BEGIN THE RECORDS
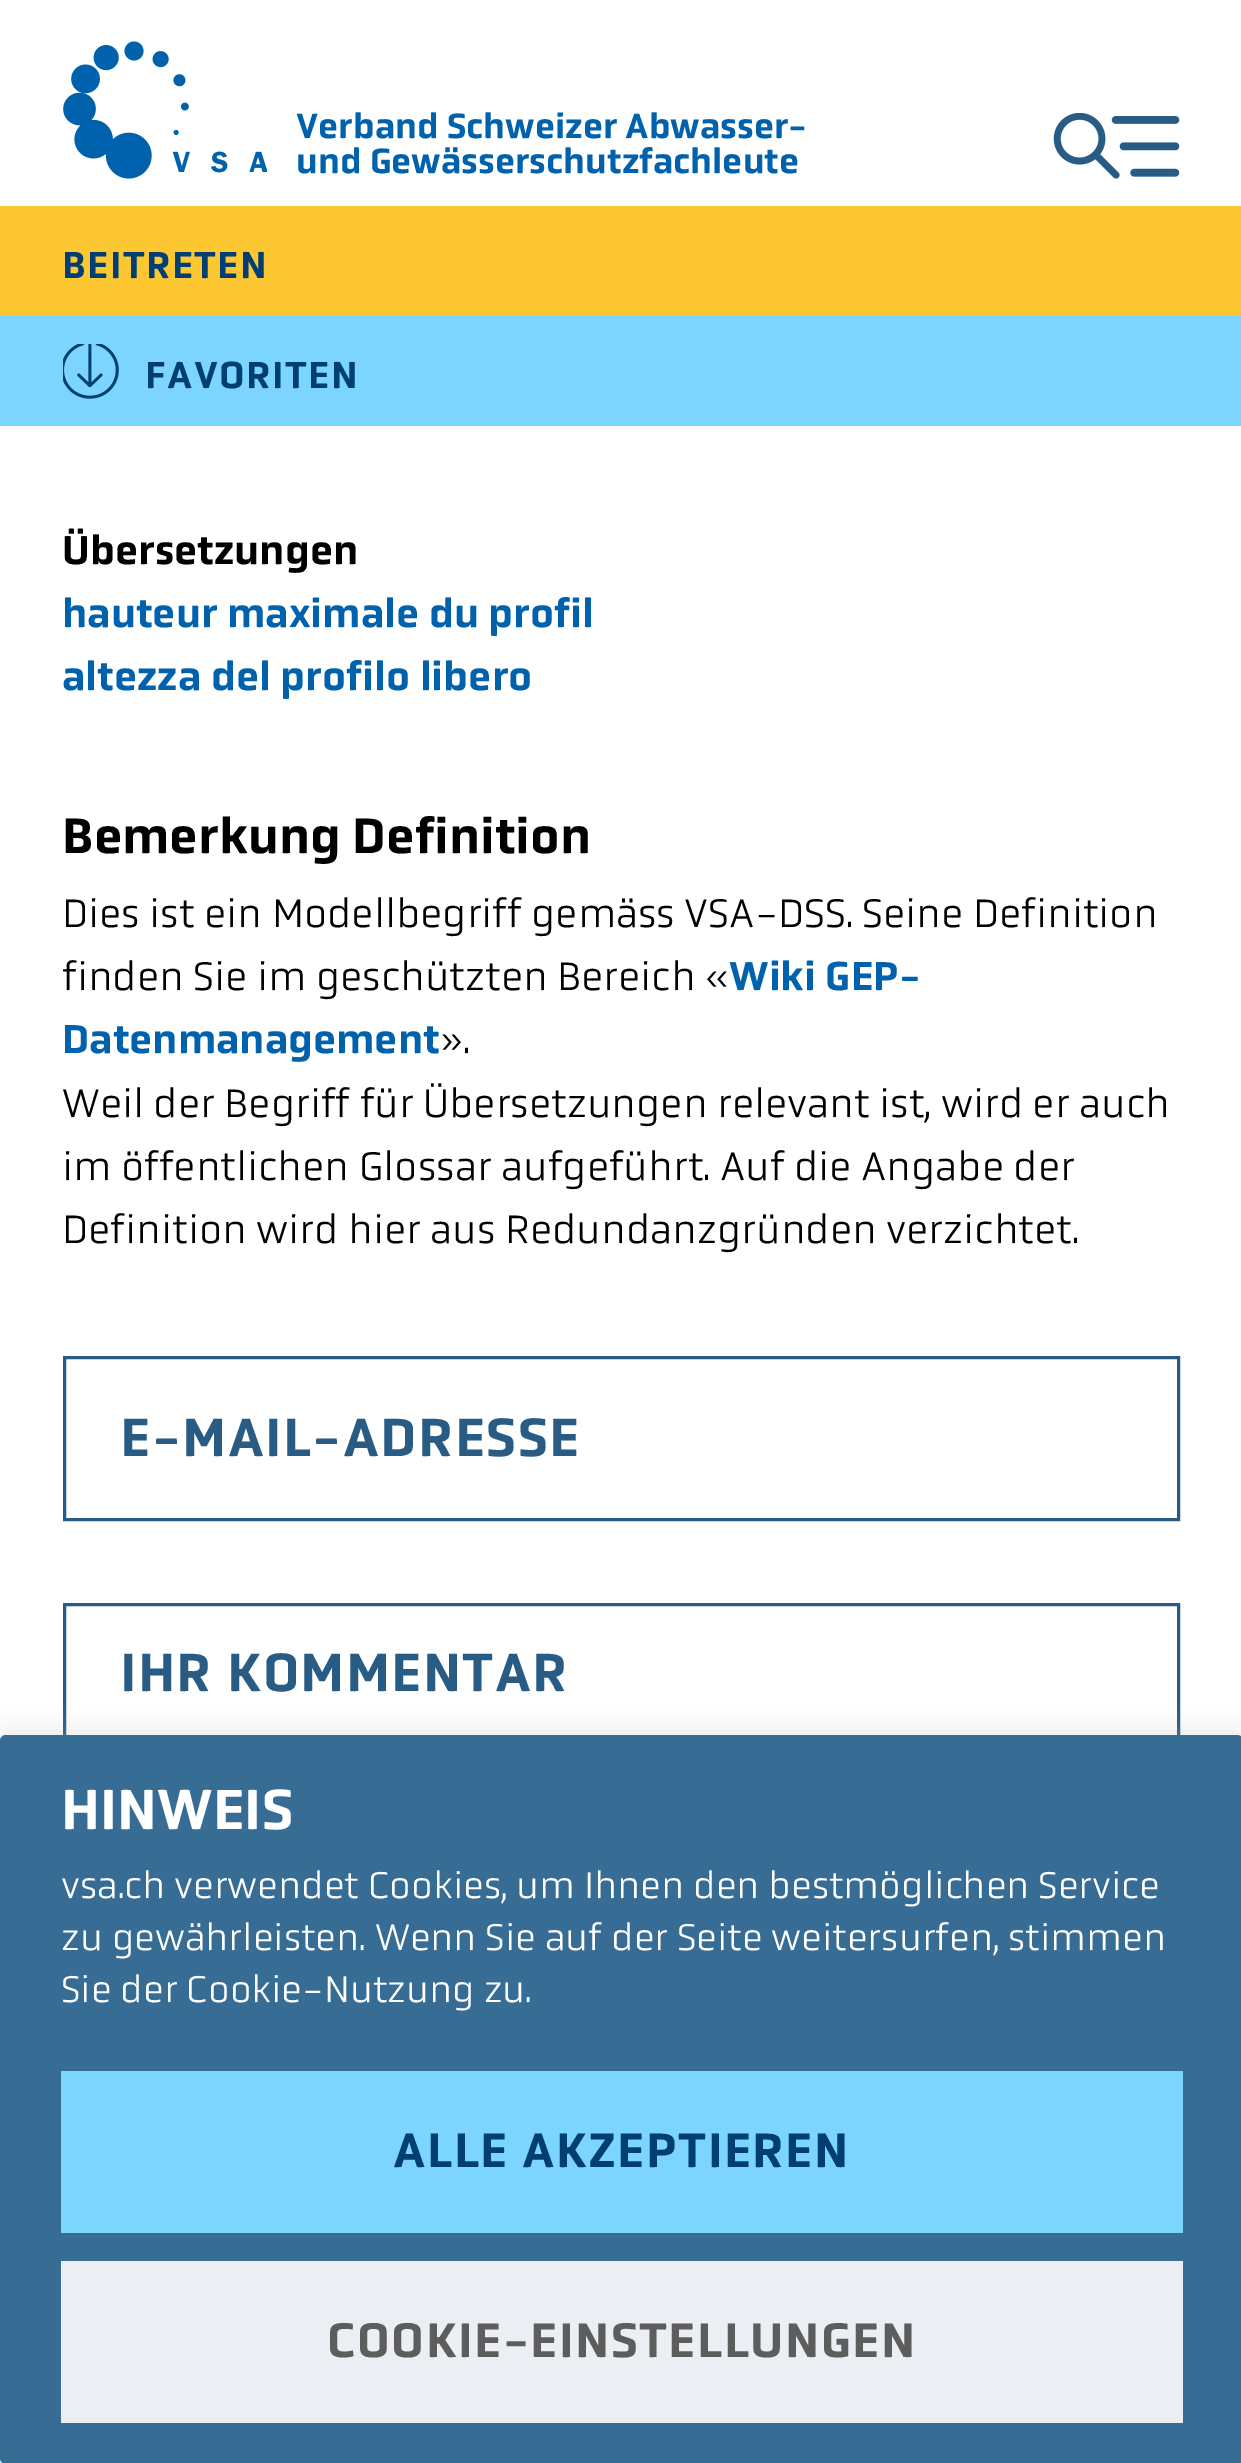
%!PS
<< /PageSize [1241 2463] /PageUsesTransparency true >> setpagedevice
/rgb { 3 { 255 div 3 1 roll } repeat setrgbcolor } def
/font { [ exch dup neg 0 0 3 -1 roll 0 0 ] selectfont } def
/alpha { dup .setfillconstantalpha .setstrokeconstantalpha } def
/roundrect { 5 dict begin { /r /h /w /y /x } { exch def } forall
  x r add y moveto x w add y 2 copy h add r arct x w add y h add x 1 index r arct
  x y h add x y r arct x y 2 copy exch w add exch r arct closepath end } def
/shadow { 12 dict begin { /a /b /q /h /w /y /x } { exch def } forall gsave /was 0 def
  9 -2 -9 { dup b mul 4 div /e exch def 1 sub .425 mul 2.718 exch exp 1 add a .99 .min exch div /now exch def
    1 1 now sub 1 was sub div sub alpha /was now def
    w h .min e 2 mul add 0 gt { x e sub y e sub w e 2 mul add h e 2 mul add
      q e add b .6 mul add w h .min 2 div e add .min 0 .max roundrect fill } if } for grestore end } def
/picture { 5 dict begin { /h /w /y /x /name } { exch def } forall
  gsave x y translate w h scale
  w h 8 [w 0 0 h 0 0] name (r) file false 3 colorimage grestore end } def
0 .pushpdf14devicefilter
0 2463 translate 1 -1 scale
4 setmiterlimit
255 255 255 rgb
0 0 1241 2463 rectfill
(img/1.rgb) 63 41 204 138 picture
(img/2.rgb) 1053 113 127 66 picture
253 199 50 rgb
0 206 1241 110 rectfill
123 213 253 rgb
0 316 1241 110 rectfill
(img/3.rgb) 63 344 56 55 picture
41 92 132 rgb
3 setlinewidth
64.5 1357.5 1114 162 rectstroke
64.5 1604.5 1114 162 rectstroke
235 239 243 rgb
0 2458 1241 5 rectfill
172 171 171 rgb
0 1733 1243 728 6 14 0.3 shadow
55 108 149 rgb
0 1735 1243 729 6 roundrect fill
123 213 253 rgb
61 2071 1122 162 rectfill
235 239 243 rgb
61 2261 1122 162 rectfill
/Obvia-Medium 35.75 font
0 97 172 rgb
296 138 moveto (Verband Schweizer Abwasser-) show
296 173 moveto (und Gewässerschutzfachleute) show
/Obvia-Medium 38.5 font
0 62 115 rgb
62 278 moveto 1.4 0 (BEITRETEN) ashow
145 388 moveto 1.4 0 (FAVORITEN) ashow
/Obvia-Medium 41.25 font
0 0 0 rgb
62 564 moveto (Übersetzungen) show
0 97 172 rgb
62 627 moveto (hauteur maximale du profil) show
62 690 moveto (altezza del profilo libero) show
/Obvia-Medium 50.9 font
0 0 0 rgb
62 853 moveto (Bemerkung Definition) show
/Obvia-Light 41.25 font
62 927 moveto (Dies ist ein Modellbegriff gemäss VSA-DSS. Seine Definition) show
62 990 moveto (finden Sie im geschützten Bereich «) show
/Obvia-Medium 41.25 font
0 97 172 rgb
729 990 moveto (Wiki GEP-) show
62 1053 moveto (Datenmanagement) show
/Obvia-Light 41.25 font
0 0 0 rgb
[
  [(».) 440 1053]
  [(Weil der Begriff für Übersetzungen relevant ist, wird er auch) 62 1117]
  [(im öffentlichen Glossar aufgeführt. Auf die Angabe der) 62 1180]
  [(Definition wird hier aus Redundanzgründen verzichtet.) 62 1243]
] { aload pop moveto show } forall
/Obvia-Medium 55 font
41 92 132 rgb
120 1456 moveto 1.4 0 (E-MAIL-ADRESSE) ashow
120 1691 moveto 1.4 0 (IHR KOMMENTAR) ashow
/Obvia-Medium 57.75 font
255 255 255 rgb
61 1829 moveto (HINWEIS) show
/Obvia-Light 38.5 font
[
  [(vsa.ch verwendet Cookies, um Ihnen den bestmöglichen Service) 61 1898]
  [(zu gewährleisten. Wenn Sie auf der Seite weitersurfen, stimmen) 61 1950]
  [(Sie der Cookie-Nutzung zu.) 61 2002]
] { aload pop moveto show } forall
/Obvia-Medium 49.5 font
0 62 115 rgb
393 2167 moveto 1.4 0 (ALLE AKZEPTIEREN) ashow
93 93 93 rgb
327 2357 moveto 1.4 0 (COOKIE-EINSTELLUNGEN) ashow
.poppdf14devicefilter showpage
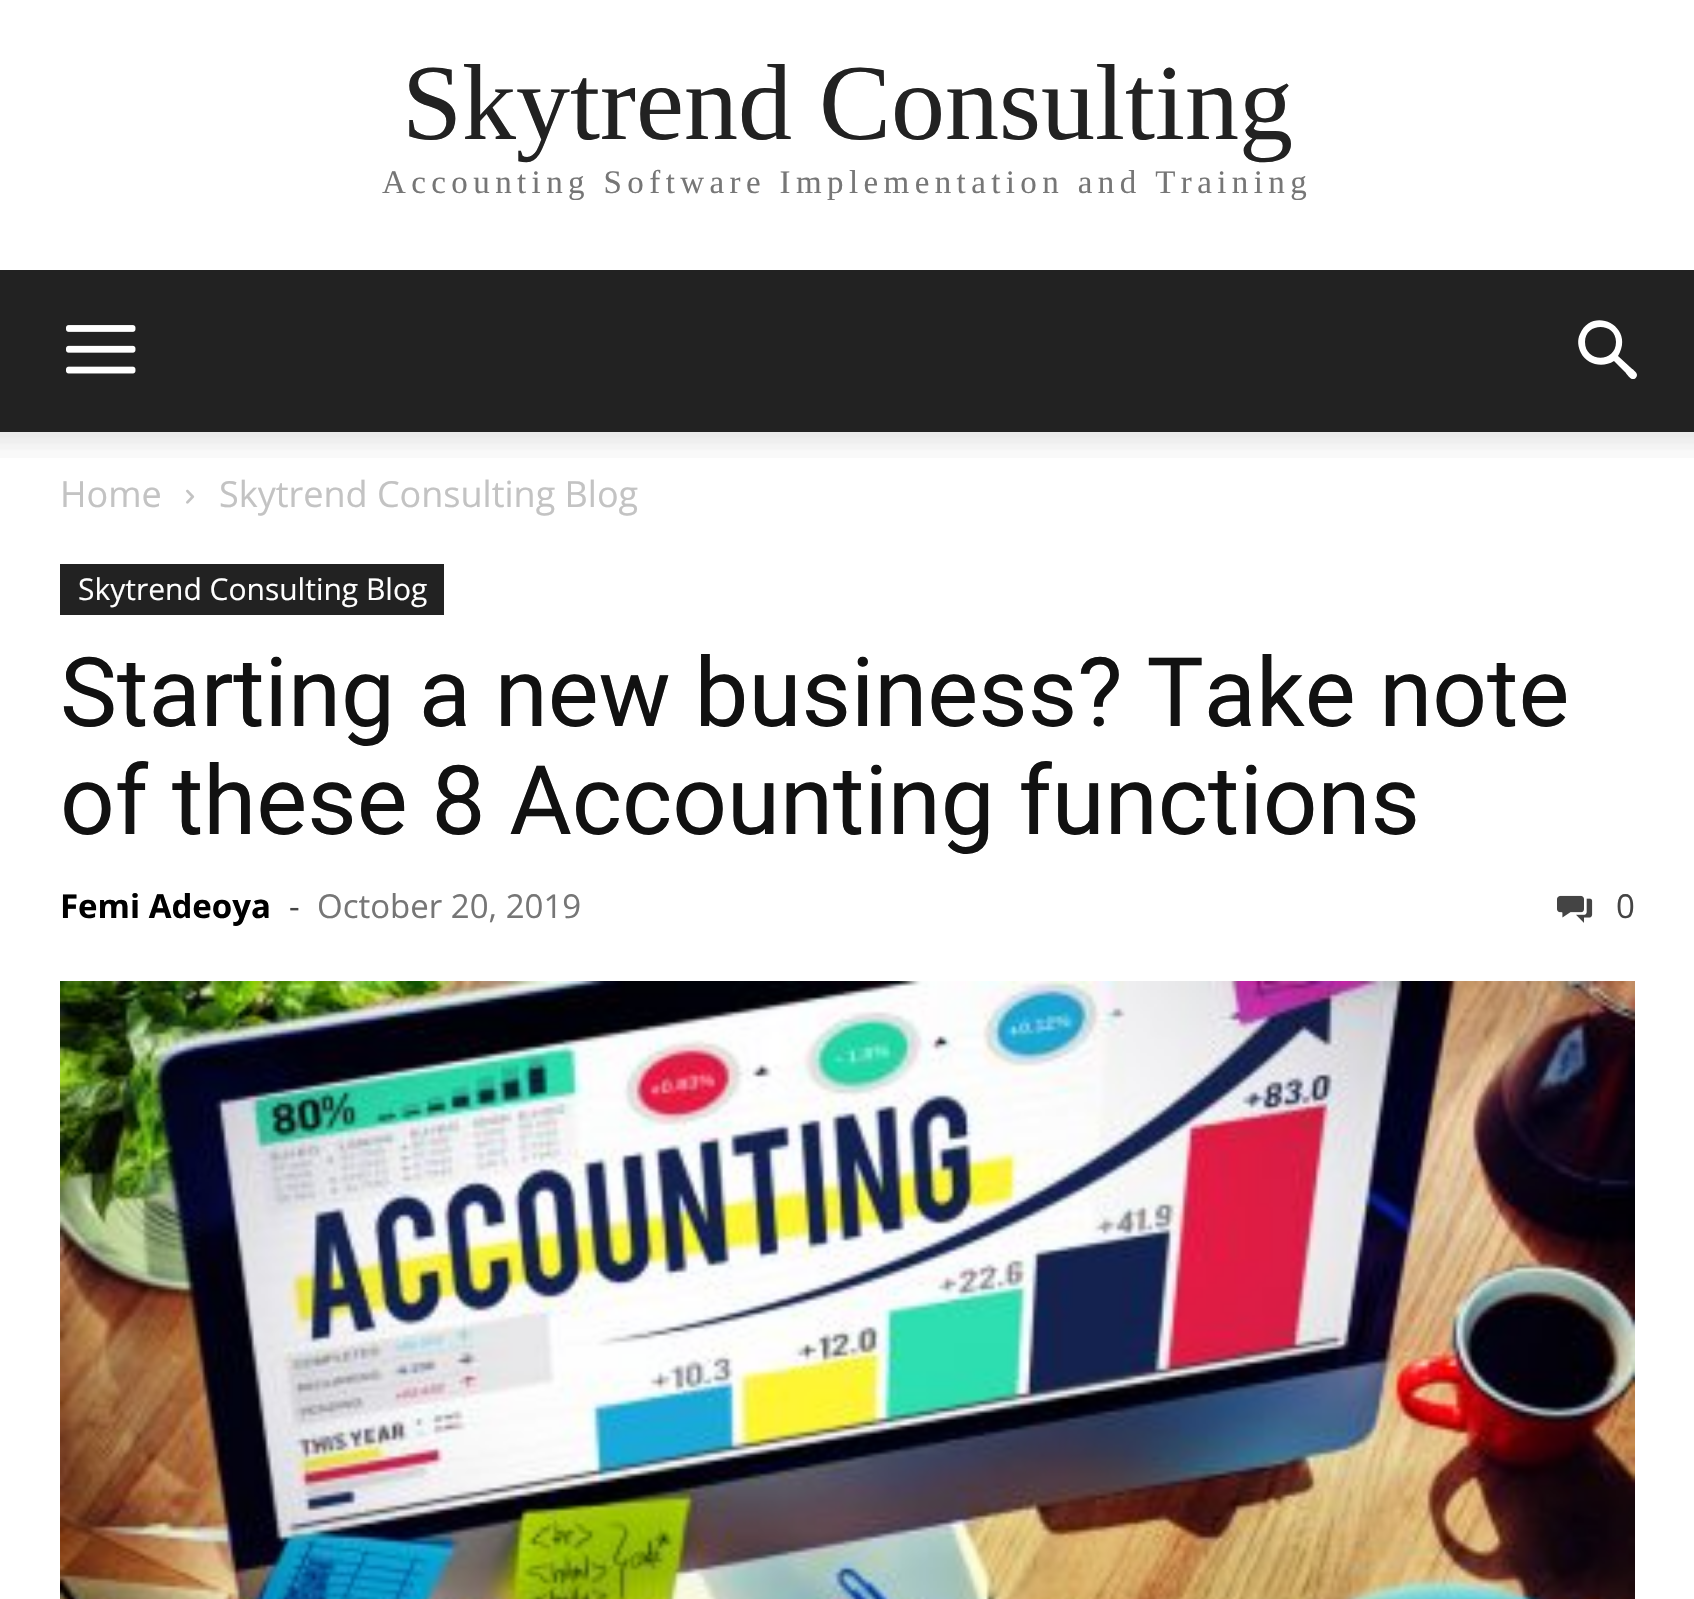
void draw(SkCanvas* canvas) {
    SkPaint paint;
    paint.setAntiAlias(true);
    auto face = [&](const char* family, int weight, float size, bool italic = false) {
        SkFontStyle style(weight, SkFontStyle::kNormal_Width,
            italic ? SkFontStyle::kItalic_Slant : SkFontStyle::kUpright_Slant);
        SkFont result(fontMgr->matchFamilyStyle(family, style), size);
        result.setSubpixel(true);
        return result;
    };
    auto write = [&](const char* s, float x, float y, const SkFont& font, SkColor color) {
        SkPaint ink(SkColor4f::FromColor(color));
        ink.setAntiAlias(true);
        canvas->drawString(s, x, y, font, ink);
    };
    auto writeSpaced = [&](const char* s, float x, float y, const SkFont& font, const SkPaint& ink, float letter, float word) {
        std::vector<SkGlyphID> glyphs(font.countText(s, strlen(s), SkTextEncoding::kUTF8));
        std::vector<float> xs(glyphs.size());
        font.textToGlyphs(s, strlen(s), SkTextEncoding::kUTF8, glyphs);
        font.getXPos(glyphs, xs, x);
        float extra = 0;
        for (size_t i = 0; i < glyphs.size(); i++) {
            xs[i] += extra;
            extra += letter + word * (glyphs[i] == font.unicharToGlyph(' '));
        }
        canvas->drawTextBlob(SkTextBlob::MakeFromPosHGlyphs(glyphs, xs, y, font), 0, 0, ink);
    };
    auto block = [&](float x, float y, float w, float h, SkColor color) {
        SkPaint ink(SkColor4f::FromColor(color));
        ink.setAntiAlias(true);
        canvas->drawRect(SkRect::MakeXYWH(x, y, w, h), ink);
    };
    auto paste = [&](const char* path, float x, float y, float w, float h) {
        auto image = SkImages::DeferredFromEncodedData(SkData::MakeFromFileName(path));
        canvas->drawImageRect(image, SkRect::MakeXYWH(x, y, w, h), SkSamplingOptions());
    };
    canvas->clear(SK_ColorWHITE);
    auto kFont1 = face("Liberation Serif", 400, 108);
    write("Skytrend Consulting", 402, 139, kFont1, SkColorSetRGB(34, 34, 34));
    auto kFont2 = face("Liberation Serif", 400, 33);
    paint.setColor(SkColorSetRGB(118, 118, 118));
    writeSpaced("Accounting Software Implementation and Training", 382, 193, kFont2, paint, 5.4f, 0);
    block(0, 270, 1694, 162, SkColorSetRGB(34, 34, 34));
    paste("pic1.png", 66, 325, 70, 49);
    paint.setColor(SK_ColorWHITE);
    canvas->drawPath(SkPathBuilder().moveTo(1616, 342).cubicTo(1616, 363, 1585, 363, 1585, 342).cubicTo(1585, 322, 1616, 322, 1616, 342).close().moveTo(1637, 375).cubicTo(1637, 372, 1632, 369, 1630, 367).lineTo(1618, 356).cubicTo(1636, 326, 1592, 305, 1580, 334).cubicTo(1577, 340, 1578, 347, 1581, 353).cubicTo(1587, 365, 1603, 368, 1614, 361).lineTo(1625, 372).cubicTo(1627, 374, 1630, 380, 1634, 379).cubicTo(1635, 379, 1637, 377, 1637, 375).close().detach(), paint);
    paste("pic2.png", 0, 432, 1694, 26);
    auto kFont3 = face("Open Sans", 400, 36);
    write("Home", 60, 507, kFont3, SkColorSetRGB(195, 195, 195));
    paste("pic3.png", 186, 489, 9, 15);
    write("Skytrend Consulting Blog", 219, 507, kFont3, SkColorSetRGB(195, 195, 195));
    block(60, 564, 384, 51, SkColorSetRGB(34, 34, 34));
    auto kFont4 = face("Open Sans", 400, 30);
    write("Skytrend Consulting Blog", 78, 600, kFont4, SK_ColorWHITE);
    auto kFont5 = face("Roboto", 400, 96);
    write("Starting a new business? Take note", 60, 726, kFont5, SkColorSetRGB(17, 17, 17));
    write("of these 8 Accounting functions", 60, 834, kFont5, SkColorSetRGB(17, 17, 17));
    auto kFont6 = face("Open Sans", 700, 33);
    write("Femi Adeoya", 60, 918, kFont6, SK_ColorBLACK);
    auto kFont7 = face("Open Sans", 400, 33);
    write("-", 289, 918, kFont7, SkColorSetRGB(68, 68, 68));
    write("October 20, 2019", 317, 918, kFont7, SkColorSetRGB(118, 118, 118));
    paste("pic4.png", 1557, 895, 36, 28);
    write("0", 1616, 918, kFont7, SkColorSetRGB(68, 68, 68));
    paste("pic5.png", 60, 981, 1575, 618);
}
END THE RECORDS
*EXERCISE DIRECTIONS*
Reproduce, exactly as they stand in the data above, the lines from the one that holds "x y h add x" to the one that holds "0 2463 translate 1 -1 scale", inclusive.

*FINISHED EXERCISE*
  x y h add x y r arct x y 2 copy exch w add exch r arct closepath end } def
/shadow { 12 dict begin { /a /b /q /h /w /y /x } { exch def } forall gsave /was 0 def
  9 -2 -9 { dup b mul 4 div /e exch def 1 sub .425 mul 2.718 exch exp 1 add a .99 .min exch div /now exch def
    1 1 now sub 1 was sub div sub alpha /was now def
    w h .min e 2 mul add 0 gt { x e sub y e sub w e 2 mul add h e 2 mul add
      q e add b .6 mul add w h .min 2 div e add .min 0 .max roundrect fill } if } for grestore end } def
/picture { 5 dict begin { /h /w /y /x /name } { exch def } forall
  gsave x y translate w h scale
  w h 8 [w 0 0 h 0 0] name (r) file false 3 colorimage grestore end } def
0 .pushpdf14devicefilter
0 2463 translate 1 -1 scale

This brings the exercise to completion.